Across the entries below, tally every line that holds the word "Maigasse". Give only the tally.

Stored data:
===

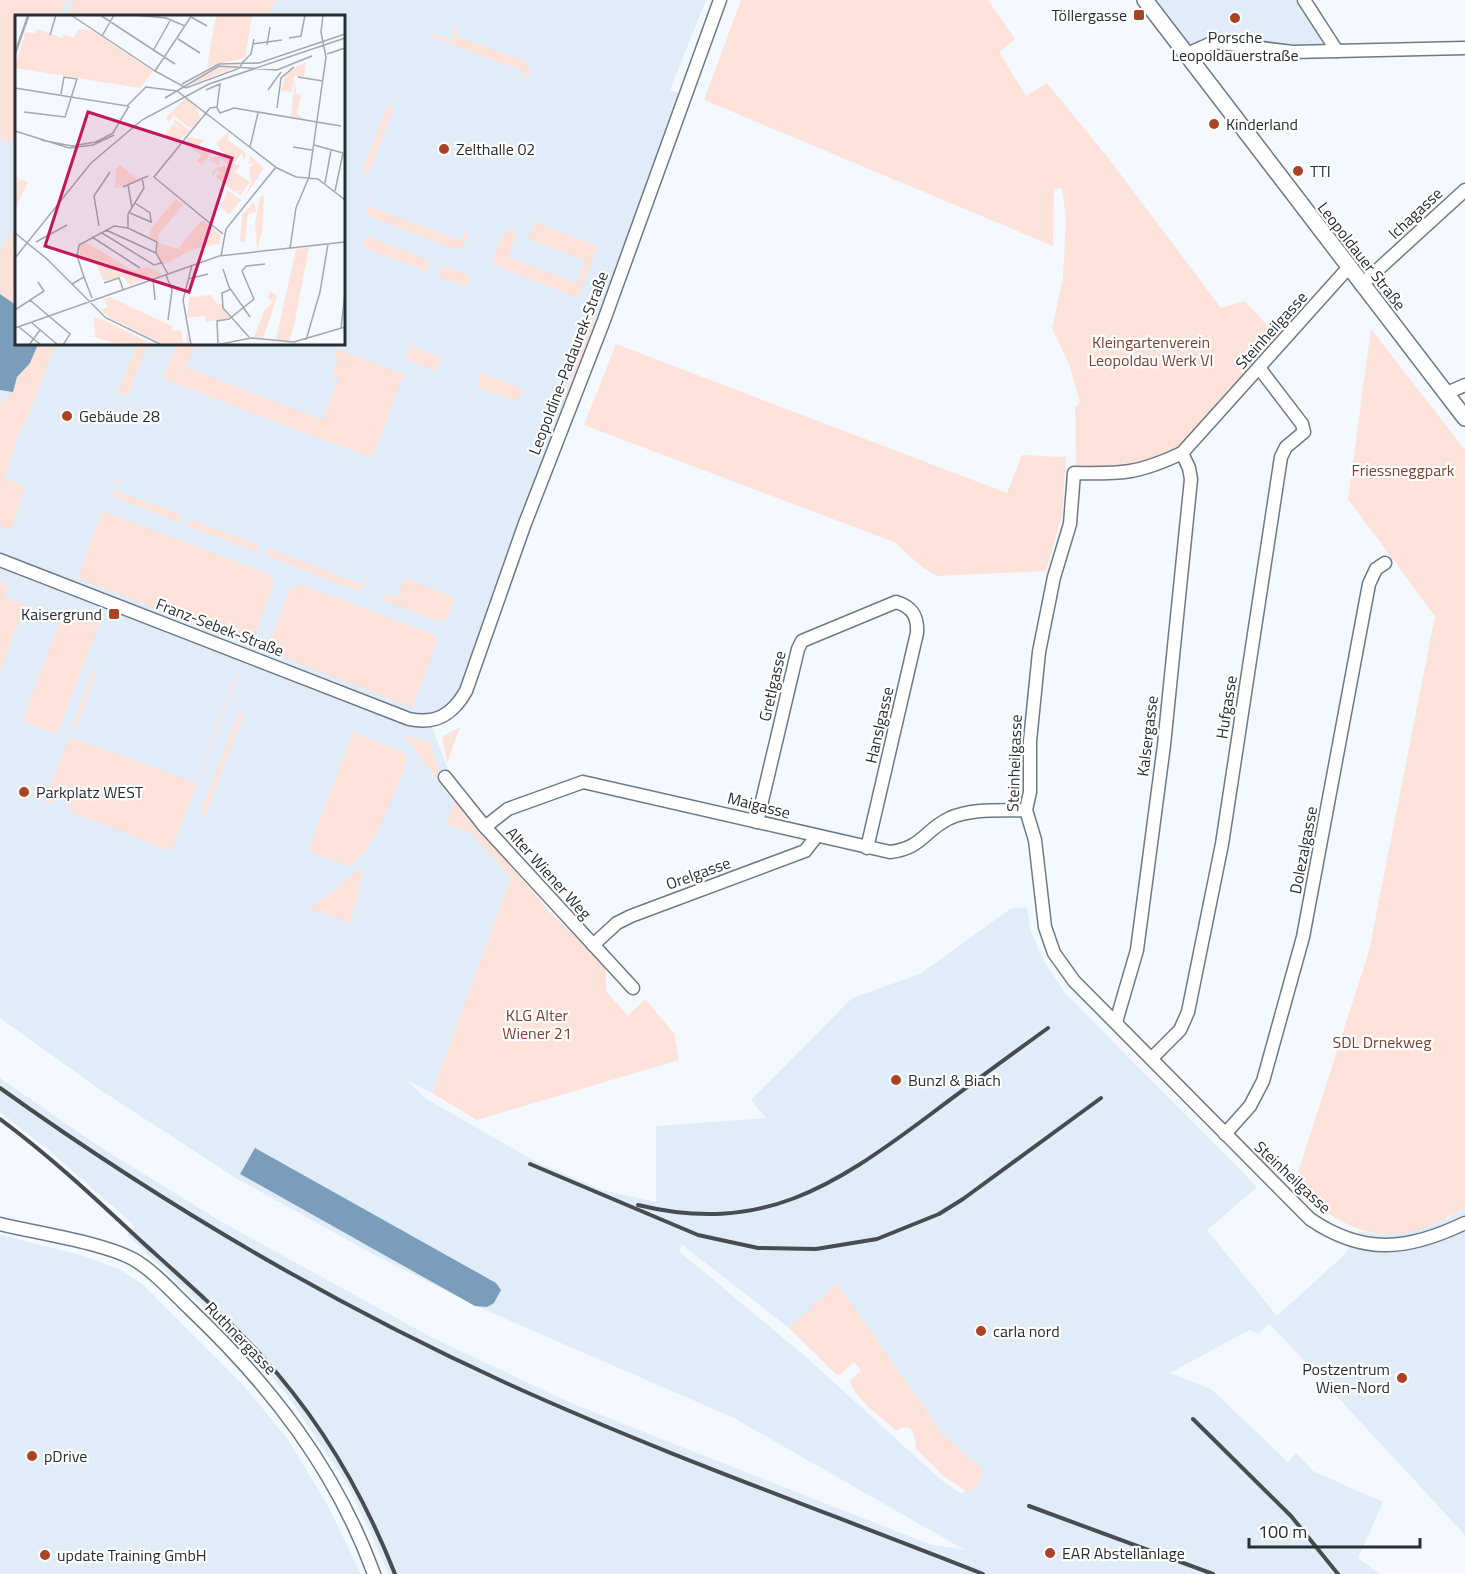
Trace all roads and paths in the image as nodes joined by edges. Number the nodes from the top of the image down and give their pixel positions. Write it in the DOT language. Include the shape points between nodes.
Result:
graph roads {
  1 [pos="720,0"];
  2 [pos="1145,0"];
  3 [pos="1304,0"];
  4 [pos="1465,48"];
  5 [pos="1337,51"];
  6 [pos="1187,54"];
  7 [pos="1465,190"];
  8 [pos="1348,268"];
  9 [pos="1361,285"];
  10 [pos="1260,369"];
  11 [pos="1465,385"];
  12 [pos="1447,393"];
  13 [pos="1465,418"];
  14 [pos="1182,453"];
  15 [pos="0,560"];
  16 [pos="1385,563"];
  17 [pos="912,610"];
  18 [pos="429,722"];
  19 [pos="445,777"];
  20 [pos="1026,810"];
  21 [pos="757,822"];
  22 [pos="485,827"];
  23 [pos="816,837"];
  24 [pos="867,848"];
  25 [pos="593,945"];
  26 [pos="633,988"];
  27 [pos="1116,1022"];
  28 [pos="1152,1058"];
  29 [pos="1225,1134"];
  30 [pos="1465,1223"];
  31 [pos="0,1224"];
  32 [pos="374,1574"];
  1 -- 18 [label="street, Leopoldine-Padaurek-Straße" via="466,691 448,714"];
  2 -- 6 [label="main road, Leopoldauer Straße"];
  3 -- 5 [label="street"];
  4 -- 5 [label="street"];
  5 -- 6 [label="street" via="1292,52 1214,42"];
  6 -- 8 [label="main road, Leopoldauer Straße"];
  7 -- 9 [label="street, Ichagasse"];
  8 -- 9 [label="main road, Leopoldauer Straße"];
  8 -- 10 [label="street, Steinheilgasse"];
  9 -- 12 [label="main road, Leopoldauer Straße"];
  10 -- 14 [label="street, Steinheilgasse"];
  10 -- 28 [label="street, Hufgasse" via="1304,432 1286,447 1281,457 1222,844 1188,1012 1180,1030"];
  11 -- 12 [label="street"];
  12 -- 13 [label="main road, Leopoldauer Straße"];
  14 -- 20 [label="street, Steinheilgasse" via="1123,474 1074,473 1071,524 1054,577 1039,652"];
  14 -- 27 [label="street, Kalsergasse" via="1191,479 1164,746 1137,950"];
  15 -- 18 [label="street, Franz-Sebek-Straße" via="410,719"];
  16 -- 29 [label="street, Dolezalgasse" via="1376,569 1369,584 1303,937 1263,1081 1250,1107"];
  17 -- 21 [label="street, Gretlgasse" via="896,602 887,604 802,641"];
  17 -- 24 [label="street, Hanslgasse" via="917,633"];
  19 -- 22 [label="street, Alter Wiener Weg"];
  20 -- 24 [label="street, Maigasse" via="967,813 949,819 906,850"];
  20 -- 27 [label="street, Steinheilgasse" via="1035,840 1045,927 1054,953 1074,981"];
  21 -- 22 [label="street, Maigasse" via="583,782 508,809"];
  21 -- 23 [label="street, Maigasse"];
  22 -- 25 [label="street, Alter Wiener Weg"];
  23 -- 24 [label="street, Maigasse"];
  23 -- 25 [label="street, Orelgasse" via="805,851 631,916"];
  25 -- 26 [label="street, Alter Wiener Weg"];
  27 -- 28 [label="street, Steinheilgasse"];
  28 -- 29 [label="street, Steinheilgasse"];
  29 -- 30 [label="street, Steinheilgasse" via="1310,1219 1348,1241 1367,1245 1409,1244"];
  31 -- 32 [label="street, Ruthnergasse" via="122,1254 143,1266 168,1289 253,1372 295,1424 336,1490"];
}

===

Task answer: 4